LatentKeypointGAN is introduced, a two-stage GAN internally conditioned on a set of keypoints and associated appearance embeddings providing control of the position and style of the generated objects and their respective parts providing a new, GAN-based method for unsupervised keypoint detection.

Abstract

Generative adversarial networks (GANs) have attained photo-realistic quality in image generation. However, how to best control the image content remains an open challenge. We introduce LatentKeypointGAN, a two-stage GAN which is trained end-to-end on the classical GAN objective with internal conditioning on a set of space keypoints. These keypoints have associated appearance embeddings that respectively control the position and style of the generated objects and their parts. A major difficulty that we address with suitable network architectures and training schemes is disentangling the image into spatial and appearance factors without domain knowledge and supervision signals. We demonstrate that LatentKeypointGAN provides an interpretable latent space that can be used to re-arrange the generated images by re-positioning and exchanging keypoint embeddings, such as generating portraits by combining the eyes, nose, and mouth from different images. In addition, the explicit generation of keypoints and matching images enables a new, GAN-based method for unsupervised keypoint detection.

Paper Structure

This paper contains 64 sections, 15 equations, 25 figures, 12 tables.

Figures (25)

  • Figure 1: GANs can generate phot-realistic images (a) but lack local editing capability. LatentKeypointGAN generates images with associated keypoints (a-b), which enables local editing by moving keypoints (c), exchanging appearance (d), removing individual parts (e), and adding one or more parts (f). Our improvements are on the unsupervised learning of an interpretable latent space that disentangles pose and appearance, which makes it easy to use and applicable to diverse domains, including portraits (top row), indoor rooms (bottom row), and persons (see results section).
  • Figure 2: Overview.

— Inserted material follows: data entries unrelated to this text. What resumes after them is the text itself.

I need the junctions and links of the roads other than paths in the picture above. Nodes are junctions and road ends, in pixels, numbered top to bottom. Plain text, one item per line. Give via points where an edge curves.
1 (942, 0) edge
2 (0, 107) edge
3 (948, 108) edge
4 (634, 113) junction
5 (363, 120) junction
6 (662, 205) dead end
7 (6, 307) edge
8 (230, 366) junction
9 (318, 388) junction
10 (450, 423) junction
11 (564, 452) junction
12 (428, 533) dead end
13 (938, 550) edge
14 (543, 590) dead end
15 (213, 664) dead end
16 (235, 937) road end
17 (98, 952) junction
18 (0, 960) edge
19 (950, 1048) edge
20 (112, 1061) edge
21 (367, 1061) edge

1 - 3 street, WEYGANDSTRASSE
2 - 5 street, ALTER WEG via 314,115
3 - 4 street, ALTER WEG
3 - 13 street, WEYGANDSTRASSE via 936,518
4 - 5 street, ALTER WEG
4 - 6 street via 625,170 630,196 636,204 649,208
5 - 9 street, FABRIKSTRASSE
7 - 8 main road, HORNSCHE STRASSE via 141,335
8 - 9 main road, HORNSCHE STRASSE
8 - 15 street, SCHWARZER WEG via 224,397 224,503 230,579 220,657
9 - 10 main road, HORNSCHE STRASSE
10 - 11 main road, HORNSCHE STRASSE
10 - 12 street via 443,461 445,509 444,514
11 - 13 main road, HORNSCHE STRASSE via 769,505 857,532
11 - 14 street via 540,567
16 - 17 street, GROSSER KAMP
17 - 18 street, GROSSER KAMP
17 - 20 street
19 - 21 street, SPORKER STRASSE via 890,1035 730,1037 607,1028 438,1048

Starting from noise $\mathbf{z}$, LatentKeypointGAN generates keypoint coordinates, $\mathbf{k}$ and their embeddings $\mathbf{w}$. Cruicial is how they are turned into feature maps that are localized around the keypoints, forming conditional maps for the image generation via SPADE block at different resolutions. At inference time, the position and embedding of keypoints can be edited by the user to control the position and appearance of parts.
  • Figure 3: Location and scale editing. The first column is the source and the last the target. The images in-between are the result of the following operations. First row: pushing the eye keypoint distance from 0.8x to 1.2x. Note that the marked eye keypoints in this row are slightly shifted upward for better visualization. Second row: interpolating the hair keypoint to move the fringe from right to left. Third row: scaling the keypoint location and, therefore, the face from 1.15x to 0.85x. Fourth row: interpolating all keypoint locations, to rotate the head to the target orientation.
  • Figure 4: Our Correlation-based part Disentanglement (CPD) metric is computed as the sum over part correlations. From a pair of images (left) the appearance of parts is exchanged one by one, here for eyes, nose, and mouth (center). The pairwise correlation of the resulting differences maps (right) forms the entries of the correlation matrix.
  • Figure 5: Supported editing features. While all of the tested methods enable global editing, only some offer local editing of part appearance, and non of the GAN-based methods (top three) demonstrated adding new parts, removing, nor animating parts via control handles, as we provide.